-- U.S. personnel at the embassy in Havana who've experienced a rash of symptoms from mysterious "health attacks" appear to have suffered "widespread brain network dysfunction," but there's still no answer about the cause, according to a new peer-reviewed medical report.
Despite a lack of answers, the report provides some of the clearest details yet of what these Americans experienced in Havana - a buzzing or piercing noise, a pressure sensation, and an array of neurological symptoms that have lasted for months.
The State Department gave the doctors at the University of Pennsylvania’s Perelman School of Medicine access to 21 individuals -- 11 women and 10 men - with a mean age of 43 years old.
Of the 21, 18 reported hearing a noise - a "novel, localized sound at the onset of symptoms in their homes and hotel rooms," described as "directional, intensely loud, and with pure and sustained tonality." They used terms like "buzzing," "grinding metal," "piercing squeals," and "humming," and while the majority said it was high-pitched, two described it as low-pitched.
Twelve of the 18 said it was associated with a "pressure-like" or "vibratory" sensation, and two of the three who didn't hear a sound also experienced that. All 20 of those experienced an "immediate onset of neurological symptoms" after experiencing some phenomena, and the one other individual awoke with immediate symptoms, but experienced no phenomena - noise or sensation.
But what seems key is that first term - directional - a "distinct direction from which the sensation emanated." In fact, 12 said that "after changing location, the sensation disappeared and the associated symptoms reduced."

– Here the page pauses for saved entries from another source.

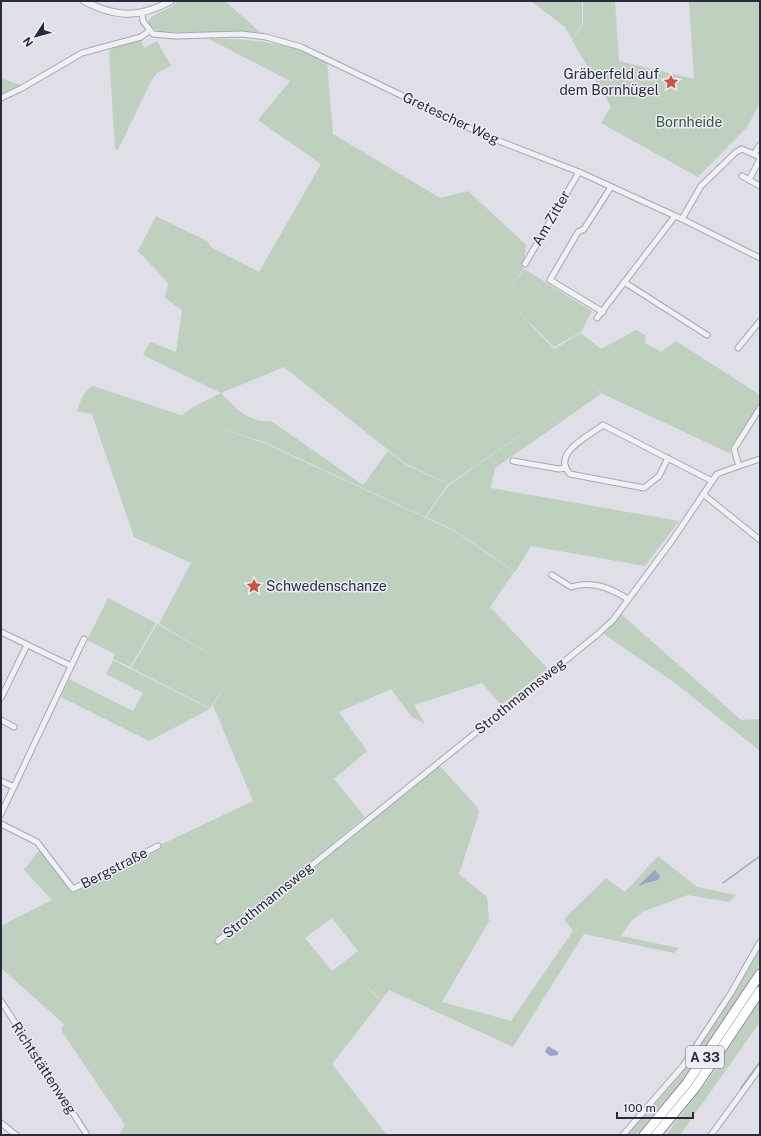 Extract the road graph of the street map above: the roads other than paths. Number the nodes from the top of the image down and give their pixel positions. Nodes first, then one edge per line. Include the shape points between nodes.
1 (84, 1) edge
2 (171, 1) edge
3 (142, 14) junction
4 (149, 31) junction
5 (1, 98) edge
6 (760, 145) edge
7 (754, 154) junction
8 (760, 158) edge
9 (579, 172) junction
10 (742, 176) dead end
11 (749, 180) junction
12 (611, 186) junction
13 (760, 186) edge
14 (675, 216) junction
15 (682, 219) junction
16 (760, 258) edge
17 (525, 264) dead end
18 (624, 282) junction
19 (603, 312) junction
20 (597, 318) dead end
21 (760, 321) edge
22 (707, 335) dead end
23 (738, 348) dead end
24 (760, 408) edge
25 (668, 458) junction
26 (760, 459) edge
27 (513, 461) dead end
28 (739, 466) junction
29 (565, 468) junction
30 (712, 481) junction
31 (704, 494) junction
32 (760, 540) edge
33 (552, 575) dead end
34 (628, 599) junction
35 (1, 632) edge
36 (84, 640) dead end
37 (27, 645) junction
38 (71, 666) junction
39 (1, 698) edge
40 (1, 720) edge
41 (14, 727) dead end
42 (1, 781) edge
43 (14, 787) junction
44 (1, 814) edge
45 (1, 824) edge
46 (158, 846) dead end
47 (218, 941) dead end
48 (760, 942) edge
49 (760, 974) edge
50 (760, 991) edge
51 (1, 1001) edge
52 (760, 1068) edge
53 (1, 1123) edge
54 (16, 1135) edge
55 (87, 1135) edge
56 (623, 1135) edge
57 (644, 1135) edge
58 (656, 1135) edge
59 (711, 1135) edge

1 - 3 street via 111,12
2 - 3 street
3 - 4 street
4 - 5 street via 141,37 82,53
4 - 9 street, Gretescher Weg via 175,36 241,34 288,42 321,55 486,136
6 - 7 street
7 - 8 street
7 - 15 street via 742,149 736,152 701,186
8 - 11 street
9 - 12 street, Gretescher Weg
9 - 17 street, Am Zitter
10 - 11 street
11 - 13 street
12 - 14 street, Gretescher Weg
12 - 19 street via 584,229 578,232 550,280
14 - 15 street, Gretescher Weg
14 - 18 street
15 - 16 street, Gretescher Weg
18 - 19 street
18 - 22 street
19 - 20 street
21 - 23 street
24 - 28 street via 734,449
25 - 29 street via 659,476 644,488 570,474
25 - 29 street via 603,425 567,452 563,460
25 - 30 street
26 - 28 street, Strothmannsweg
27 - 29 street
28 - 30 street, Strothmannsweg via 717,474
30 - 31 street, Strothmannsweg
31 - 32 street
31 - 34 street, Strothmannsweg
33 - 34 street via 572,587 586,584 610,588
34 - 47 street, Strothmannsweg via 613,620 598,634
35 - 37 street
36 - 38 street
37 - 38 street
37 - 39 street
38 - 43 street
40 - 41 street
42 - 43 street
43 - 44 street
45 - 46 street, Bergstraße via 37,842 73,889
48 - 56 street via 687,1060
49 - 57 highway, A 33 via 687,1083
50 - 58 highway, A 33 via 695,1088
51 - 55 street, Richtstättenweg
52 - 59 street
53 - 54 street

At the time of evaluation, 14 had not returned to work full-time - although "everyone has shown improvement," according to Dr. Douglas Smith, a neurology professor at the University of Pennsylvania and director of its Center for Brain Injury and Repair.
Some individuals developed symptoms within 24 hours of arriving in Havana, according to the report, and virtually all of them reported persistent symptoms lasting more than three months - with 18 exhibiting "objective clinical manifestations" when they were examined. On average, examinations took place 203 days after exposure, because the State Department didn't convene an expert medical panel until July 2017.
But the doctors cannot determine if anything, including the hearing loss, is due to the reported noise.
"It is currently unclear if or how the noise is related to the reported symptoms," they write. "In particular, sound in the audible range is not known to cause persistent injury to the central nervous system and therefore the described sounds may have been associated with another form of exposure."
Still, they largely dismiss mass hysteria: "The Havana cohort experienced persisting disability of a significant nature" - pointing as well to cognitive tests where individuals failed despite "high levels of effort and motivation."
They seem to rule out a virus or chemical causes, too: "No other manifestations of viral illness, such as preceding fever, were identified. It is unlikely a chemical agent could produce these neurological manifestations in the absence of other organ involvement."
The individuals have seen improvements with therapy - 13 of them were referred for cognitive rehabilitation, 17 for rehab to improve balance, and 14 for rehab to improve eye function. But of the 14 held from work at the time of evaluation, seven did not return to limited work even after beginning therapy.
The authors admit the study is not perfect. Besides the length of time before the patients could be evaluated, the doctors also didn't have a baseline to compare against because the individuals had not undergone a full evaluation before moving to Havana.
Detailed information on the patients - like their names or relationships to each other -- was also withheld by the State Department because of security concerns, making it difficult for peer reviews to evaluate some of the findings.
Those doctors that evaluated them signed non-disclosure agreements, so "they cannot discuss whether they know more about what happened in Havana than has already been made public," according to the journal.